Funds Will Go into Land-Based Salmon Farming Business

Maruha Nichiro decided on October 27 to offer a 5-year blue bond with an interest rate of 0.550%. In the demand survey started on October 21, the company indicated the rate would fall within the range of 0.52% - 0.56%. Amid a difficult environment in which government bond yields are rising (and prices are correspondingly falling) worldwide, the terms were set at a level close to the upper limit of the range. Nevertheless, investors ultimately demanded approximately JPY6 bn - more than 1.2 times the amount of issue (JPY5 bn).

According to Mizuho Securities, the lead manager, "The fact that the bond was issued by a food company (with stable performance) was a factor in driving its popularity, together with the rarity of blue bonds." The bond was sold to a wide range of investors, including life insurance companies, non-life insurance companies, cooperative financial institutions, regional banks, credit unions, and various other corporations.

Maruha Nichiro will use the funds raised by the bond sales to start a land-based salmon farming business in Nyuzen Machi, Toyama Prefecture. On October 18, the company announced the establishment of a new company, ATLAND Corporation, jointly with Mitsubishi Corporation (8058), and the facility is scheduled to begin operations in 2025.

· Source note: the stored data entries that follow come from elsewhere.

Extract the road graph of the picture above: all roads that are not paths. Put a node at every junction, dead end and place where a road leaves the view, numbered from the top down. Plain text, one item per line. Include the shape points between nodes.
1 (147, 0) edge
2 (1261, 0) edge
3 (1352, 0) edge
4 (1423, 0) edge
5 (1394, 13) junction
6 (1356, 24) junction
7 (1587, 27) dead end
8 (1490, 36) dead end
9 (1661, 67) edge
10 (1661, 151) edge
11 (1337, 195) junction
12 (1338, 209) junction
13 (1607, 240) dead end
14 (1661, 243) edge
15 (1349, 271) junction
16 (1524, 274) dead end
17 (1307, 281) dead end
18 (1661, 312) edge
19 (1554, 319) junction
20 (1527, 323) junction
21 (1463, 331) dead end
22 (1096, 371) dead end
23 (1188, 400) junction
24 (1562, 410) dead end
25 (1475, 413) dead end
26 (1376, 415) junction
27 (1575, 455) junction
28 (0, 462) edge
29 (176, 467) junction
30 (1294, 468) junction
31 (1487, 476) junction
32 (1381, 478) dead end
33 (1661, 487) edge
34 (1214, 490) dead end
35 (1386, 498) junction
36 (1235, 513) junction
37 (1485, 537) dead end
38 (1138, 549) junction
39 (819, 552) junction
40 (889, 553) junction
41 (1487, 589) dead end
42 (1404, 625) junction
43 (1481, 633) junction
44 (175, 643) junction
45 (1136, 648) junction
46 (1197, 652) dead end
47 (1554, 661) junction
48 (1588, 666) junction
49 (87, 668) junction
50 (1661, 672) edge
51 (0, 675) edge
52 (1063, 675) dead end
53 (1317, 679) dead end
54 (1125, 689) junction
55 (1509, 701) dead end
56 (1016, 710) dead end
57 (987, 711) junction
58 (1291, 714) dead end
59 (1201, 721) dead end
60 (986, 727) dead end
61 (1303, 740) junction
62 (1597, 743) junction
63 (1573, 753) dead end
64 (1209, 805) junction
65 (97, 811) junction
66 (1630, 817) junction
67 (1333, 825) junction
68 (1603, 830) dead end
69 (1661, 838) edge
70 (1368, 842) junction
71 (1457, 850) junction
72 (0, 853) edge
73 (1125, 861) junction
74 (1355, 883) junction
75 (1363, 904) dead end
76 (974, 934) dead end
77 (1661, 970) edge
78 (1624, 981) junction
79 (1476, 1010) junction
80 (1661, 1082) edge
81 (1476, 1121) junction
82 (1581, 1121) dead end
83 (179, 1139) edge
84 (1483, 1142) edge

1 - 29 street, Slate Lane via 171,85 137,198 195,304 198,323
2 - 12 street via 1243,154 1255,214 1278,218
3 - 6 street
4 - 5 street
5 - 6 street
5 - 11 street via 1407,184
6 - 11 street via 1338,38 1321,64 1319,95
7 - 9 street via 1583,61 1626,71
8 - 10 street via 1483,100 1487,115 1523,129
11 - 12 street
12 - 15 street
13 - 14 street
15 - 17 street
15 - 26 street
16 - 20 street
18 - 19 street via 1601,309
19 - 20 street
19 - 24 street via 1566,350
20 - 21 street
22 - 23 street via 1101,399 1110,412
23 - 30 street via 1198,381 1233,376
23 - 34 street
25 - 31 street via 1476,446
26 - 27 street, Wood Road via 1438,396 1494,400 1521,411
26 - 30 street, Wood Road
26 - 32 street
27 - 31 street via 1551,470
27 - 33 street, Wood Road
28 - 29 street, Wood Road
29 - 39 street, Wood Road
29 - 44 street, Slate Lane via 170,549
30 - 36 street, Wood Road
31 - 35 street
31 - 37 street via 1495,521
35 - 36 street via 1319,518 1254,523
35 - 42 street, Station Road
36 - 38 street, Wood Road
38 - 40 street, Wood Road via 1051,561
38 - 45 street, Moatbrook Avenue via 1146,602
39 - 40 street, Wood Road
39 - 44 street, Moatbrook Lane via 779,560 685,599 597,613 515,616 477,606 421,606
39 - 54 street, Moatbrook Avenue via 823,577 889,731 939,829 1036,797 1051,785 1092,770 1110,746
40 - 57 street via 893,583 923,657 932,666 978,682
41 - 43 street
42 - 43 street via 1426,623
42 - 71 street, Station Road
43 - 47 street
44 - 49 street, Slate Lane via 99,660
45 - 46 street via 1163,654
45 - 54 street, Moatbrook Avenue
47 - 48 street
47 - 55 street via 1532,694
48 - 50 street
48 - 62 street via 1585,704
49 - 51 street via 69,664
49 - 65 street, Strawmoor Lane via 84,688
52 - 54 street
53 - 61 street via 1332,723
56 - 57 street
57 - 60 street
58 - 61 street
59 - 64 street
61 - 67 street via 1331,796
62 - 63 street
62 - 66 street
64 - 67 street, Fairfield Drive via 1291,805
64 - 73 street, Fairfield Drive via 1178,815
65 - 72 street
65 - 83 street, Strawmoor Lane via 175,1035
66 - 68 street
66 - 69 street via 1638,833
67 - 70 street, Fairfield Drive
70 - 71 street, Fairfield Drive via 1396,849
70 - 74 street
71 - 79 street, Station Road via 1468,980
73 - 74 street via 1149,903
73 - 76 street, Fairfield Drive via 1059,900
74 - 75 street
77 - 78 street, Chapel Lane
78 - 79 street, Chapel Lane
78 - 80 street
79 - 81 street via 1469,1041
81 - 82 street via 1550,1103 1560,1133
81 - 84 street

Blue Bonds - Not Easy to Issue

Blue bonds have only a short history. The world's first blue bond was issued in 2018 by the Republic of Seychelles, an island nation in the Indian Ocean. Unlike green bonds, whose issuance has become increasingly common, blue bonds are not underpinned by clear principles set forth by the International Capital Markets Association (ICMA) or any other organization. So far, only a few examples of such bonds have been made available worldwide. Kaori Ichikawa, a strategist at Daiwa Securities, said, "Blue bonds take time to research and analyze, making it difficult for general business companies to even consider issuing them."

Nevertheless, Maruha Nichiro decided to put its new blue bond on the market because, according to an IR representative, "We wanted to promote our commitment to the blue bond while we had the option of borrowing funds."

For the bond issuance, the company announced in September that it had developed a blue financing framework. In the absence of guidelines for blue bonds, the company obtained a second-party opinion from Rating and Investment Information, Inc. (R&I) regarding compliance with ICMA's Green Bond Principles, etc., to ensure that the new bond would qualify as an ESG bond.

This fall, ICMA and other international organizations will jointly develop international guidance on blue bonds. Ms. Ichikawa of Daiwa Securities has high expectations for this market, saying, "The blue bond market is similar to the green bond market of a decade ago. Once the guidelines are in place, there could be an increase in issuance by business corporations. The issuance of Maruha Nichiro's blue bond is likely to trigger a further boost in the ESG bond market."